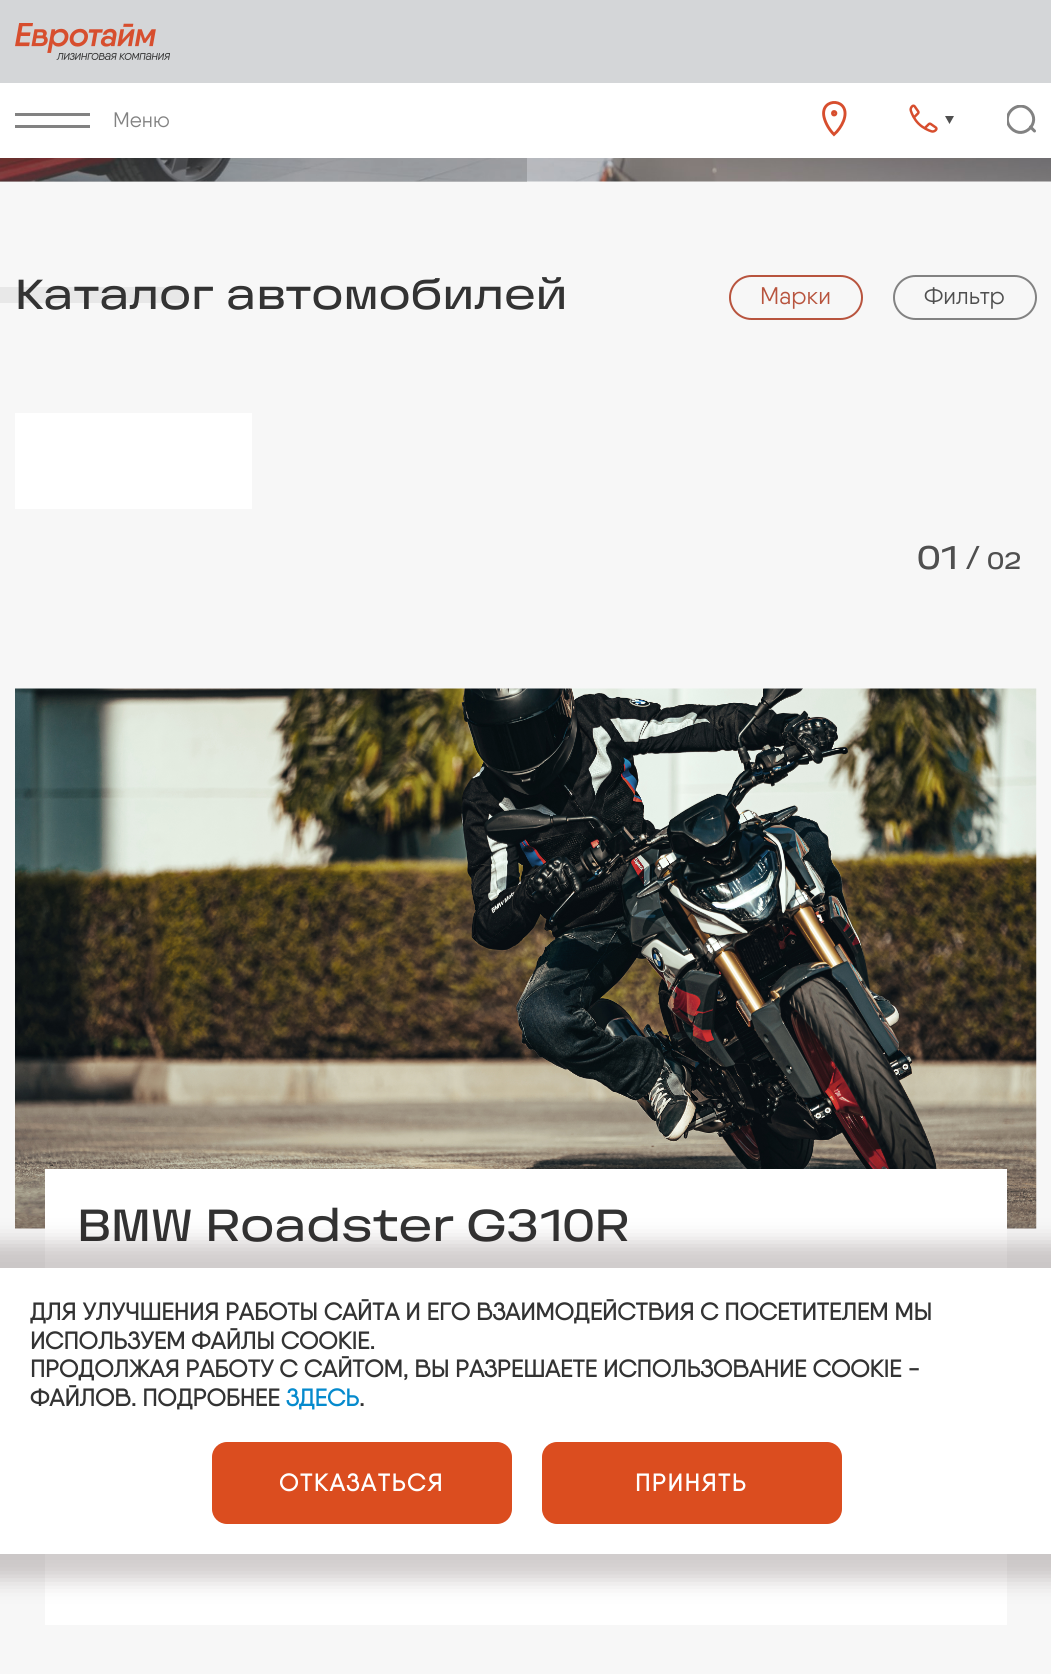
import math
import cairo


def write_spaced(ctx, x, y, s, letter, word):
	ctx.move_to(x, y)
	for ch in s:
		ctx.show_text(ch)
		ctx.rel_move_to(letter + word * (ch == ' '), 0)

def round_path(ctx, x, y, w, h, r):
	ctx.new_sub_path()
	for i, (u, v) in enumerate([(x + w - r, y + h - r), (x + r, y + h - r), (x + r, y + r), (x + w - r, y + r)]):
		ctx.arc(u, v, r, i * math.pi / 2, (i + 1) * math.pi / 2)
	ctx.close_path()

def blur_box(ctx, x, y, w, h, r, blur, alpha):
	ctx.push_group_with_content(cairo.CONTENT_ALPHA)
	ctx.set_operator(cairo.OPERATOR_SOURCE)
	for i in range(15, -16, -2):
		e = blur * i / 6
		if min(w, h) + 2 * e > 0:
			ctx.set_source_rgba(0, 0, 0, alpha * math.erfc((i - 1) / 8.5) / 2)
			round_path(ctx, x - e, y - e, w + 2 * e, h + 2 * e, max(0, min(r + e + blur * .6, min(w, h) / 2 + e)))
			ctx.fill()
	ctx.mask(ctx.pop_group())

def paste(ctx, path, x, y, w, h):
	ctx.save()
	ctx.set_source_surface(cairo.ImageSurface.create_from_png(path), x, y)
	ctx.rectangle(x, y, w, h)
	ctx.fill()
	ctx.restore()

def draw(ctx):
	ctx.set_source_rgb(0.965, 0.965, 0.965)
	ctx.paint()
	ctx.set_source_rgb(0.831, 0.839, 0.847)
	ctx.rectangle(0, 0, 1051, 83)
	ctx.fill()
	paste(ctx, 'media/1.png', 15, 23, 155, 37)
	ctx.set_source_rgb(1, 1, 1)
	ctx.rectangle(0, 83, 1051, 75)
	ctx.fill()
	ctx.new_path()
	ctx.move_to(834, 134.5)
	ctx.curve_to(838, 131, 841.5, 126, 843.5, 121)
	ctx.curve_to(852.5, 97.5, 819.5, 96.5, 824, 117)
	ctx.curve_to(825.5, 123.5, 829.5, 130, 834, 134.5)
	ctx.close_path()
	ctx.move_to(834, 115)
	ctx.curve_to(836.5, 115, 836.5, 111.5, 834, 111.5)
	ctx.curve_to(832, 111.5, 832, 115, 834, 115)
	ctx.close_path()
	ctx.set_source_rgb(0.843, 0.306, 0.18)
	ctx.set_line_width(2.9)
	ctx.stroke()
	paste(ctx, 'media/2.png', 909, 104, 29, 29)
	ctx.set_source_rgb(0.31, 0.31, 0.31)
	ctx.new_path()
	ctx.move_to(945, 116)
	ctx.line_to(954, 116)
	ctx.line_to(949.5, 124)
	ctx.close_path()
	ctx.fill()
	ctx.set_source_rgb(0.51, 0.51, 0.51)
	ctx.rectangle(15, 113, 75, 3)
	ctx.fill()
	ctx.rectangle(15, 125, 75, 3)
	ctx.fill()
	ctx.select_font_face('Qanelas')
	ctx.set_font_size(21)
	ctx.move_to(113, 127)
	ctx.show_text('Меню')
	ctx.save()
	ctx.rectangle(1007, 105, 30, 30)
	ctx.clip()
	ctx.new_path()
	ctx.move_to(1029.5, 110)
	ctx.curve_to(1042, 122.5, 1023.5, 140.5, 1011.5, 128.5)
	ctx.curve_to(999, 116.5, 1017.5, 98, 1029.5, 110)
	ctx.close_path()
	ctx.set_line_width(3)
	ctx.stroke()
	ctx.restore()
	ctx.new_path()
	ctx.move_to(1030.5, 127)
	ctx.line_to(1034.5, 131)
	ctx.set_line_width(3)
	ctx.set_line_cap(cairo.LINE_CAP_ROUND)
	ctx.stroke()
	paste(ctx, 'media/3.png', 0, 158, 1051, 24)
	ctx.set_source_rgba(0.196, 0.204, 0.208, 0.2)
	ctx.rectangle(0, 158, 527, 24)
	ctx.fill()
	ctx.set_source_rgb(0.91, 0.91, 0.91)
	ctx.rectangle(0, 287, 183, 16)
	ctx.fill()
	ctx.select_font_face('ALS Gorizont')
	ctx.set_font_size(42)
	ctx.set_source_rgb(0.2, 0.2, 0.2)
	ctx.move_to(15, 309)
	ctx.show_text('Каталог автомобилей')
	round_path(ctx, 730, 276, 132, 43, 21.5)
	ctx.set_source_rgb(0.722, 0.329, 0.243)
	ctx.set_line_width(2)
	ctx.set_line_cap(cairo.LINE_CAP_BUTT)
	ctx.stroke()
	ctx.select_font_face('Qanelas')
	ctx.set_font_size(24)
	ctx.move_to(760, 304)
	ctx.show_text('Марки')
	round_path(ctx, 894, 276, 142, 43, 21.5)
	ctx.set_source_rgb(0.51, 0.51, 0.51)
	ctx.stroke()
	ctx.set_source_rgb(0.31, 0.31, 0.31)
	ctx.move_to(924, 304)
	ctx.show_text('Фильтр')
	ctx.set_source_rgb(1, 1, 1)
	ctx.rectangle(15, 413, 237, 96)
	ctx.fill()
	ctx.select_font_face('ALS Gorizont')
	ctx.set_font_size(33)
	ctx.set_source_rgb(0.31, 0.31, 0.31)
	ctx.move_to(917, 569)
	ctx.show_text('01 /')
	ctx.set_font_size(24)
	ctx.move_to(987, 569)
	ctx.show_text('02')
	paste(ctx, 'media/4.png', 15, 688, 1022, 541)
	ctx.set_source_rgb(1, 1, 1)
	ctx.rectangle(45, 1169, 962, 456)
	ctx.fill()
	ctx.set_font_size(45)
	ctx.set_source_rgb(0.2, 0.2, 0.2)
	ctx.move_to(77, 1241)
	ctx.show_text('BMW Roadster G310R')
	ctx.set_source_rgb(0.086, 0.004, 0.004)
	blur_box(ctx, -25, 1242, 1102, 338, 0, 11, 0.2)
	ctx.set_source_rgb(1, 1, 1)
	ctx.rectangle(0, 1268, 1051, 286)
	ctx.fill()
	ctx.select_font_face('Qanelas', cairo.FONT_SLANT_NORMAL, cairo.FONT_WEIGHT_BOLD)
	ctx.set_font_size(24)
	ctx.set_source_rgb(0.2, 0.2, 0.2)
	for x, y, s in [
		(30, 1320, 'ДЛЯ УЛУЧШЕНИЯ РАБОТЫ САЙТА И ЕГО ВЗАИМОДЕЙСТВИЯ С ПОСЕТИТЕЛЕМ МЫ'),
		(30, 1349, 'ИСПОЛЬЗУЕМ ФАЙЛЫ COOKIE.'),
		(30, 1377, 'ПРОДОЛЖАЯ РАБОТУ С САЙТОМ, ВЫ РАЗРЕШАЕТЕ ИСПОЛЬЗОВАНИЕ COOKIE -'),
		(30, 1406, 'ФАЙЛОВ. ПОДРОБНЕЕ'),
	]:
		ctx.move_to(x, y)
		ctx.show_text(s)
	ctx.set_source_rgb(0.02, 0.541, 0.804)
	ctx.move_to(286, 1406)
	ctx.show_text('ЗДЕСЬ')
	ctx.set_source_rgb(0.2, 0.2, 0.2)
	ctx.move_to(359, 1406)
	ctx.show_text('.')
	ctx.set_source_rgb(0.859, 0.302, 0.122)
	round_path(ctx, 212, 1442, 300, 82, 15)
	ctx.fill()
	ctx.set_source_rgb(1, 1, 1)
	write_spaced(ctx, 279, 1491, 'ОТКАЗАТЬСЯ', 1.75, 0)
	ctx.set_source_rgb(0.859, 0.302, 0.122)
	round_path(ctx, 542, 1442, 300, 82, 15)
	ctx.fill()
	ctx.set_source_rgb(1, 1, 1)
	write_spaced(ctx, 635, 1491, 'ПРИНЯТЬ', 1.75, 0)


surface = cairo.ImageSurface(cairo.FORMAT_RGB24, 1051, 1674)
ctx = cairo.Context(surface)
options = cairo.FontOptions()
options.set_hint_metrics(cairo.HINT_METRICS_OFF)
options.set_hint_style(cairo.HINT_STYLE_NONE)
ctx.set_font_options(options)
ctx.set_miter_limit(4)
draw(ctx)
surface.write_to_png('image.png')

################

▸ Assignment:
Look above for the line with "ctx.rel_move_to(letter + word"; retype exactly that line, every line after it up to the line with "ctx.set_operator(cairo.OPERATOR_SOURCE)", and that line too, nothing else.

▸ Solution to the problem:
		ctx.rel_move_to(letter + word * (ch == ' '), 0)

def round_path(ctx, x, y, w, h, r):
	ctx.new_sub_path()
	for i, (u, v) in enumerate([(x + w - r, y + h - r), (x + r, y + h - r), (x + r, y + r), (x + w - r, y + r)]):
		ctx.arc(u, v, r, i * math.pi / 2, (i + 1) * math.pi / 2)
	ctx.close_path()

def blur_box(ctx, x, y, w, h, r, blur, alpha):
	ctx.push_group_with_content(cairo.CONTENT_ALPHA)
	ctx.set_operator(cairo.OPERATOR_SOURCE)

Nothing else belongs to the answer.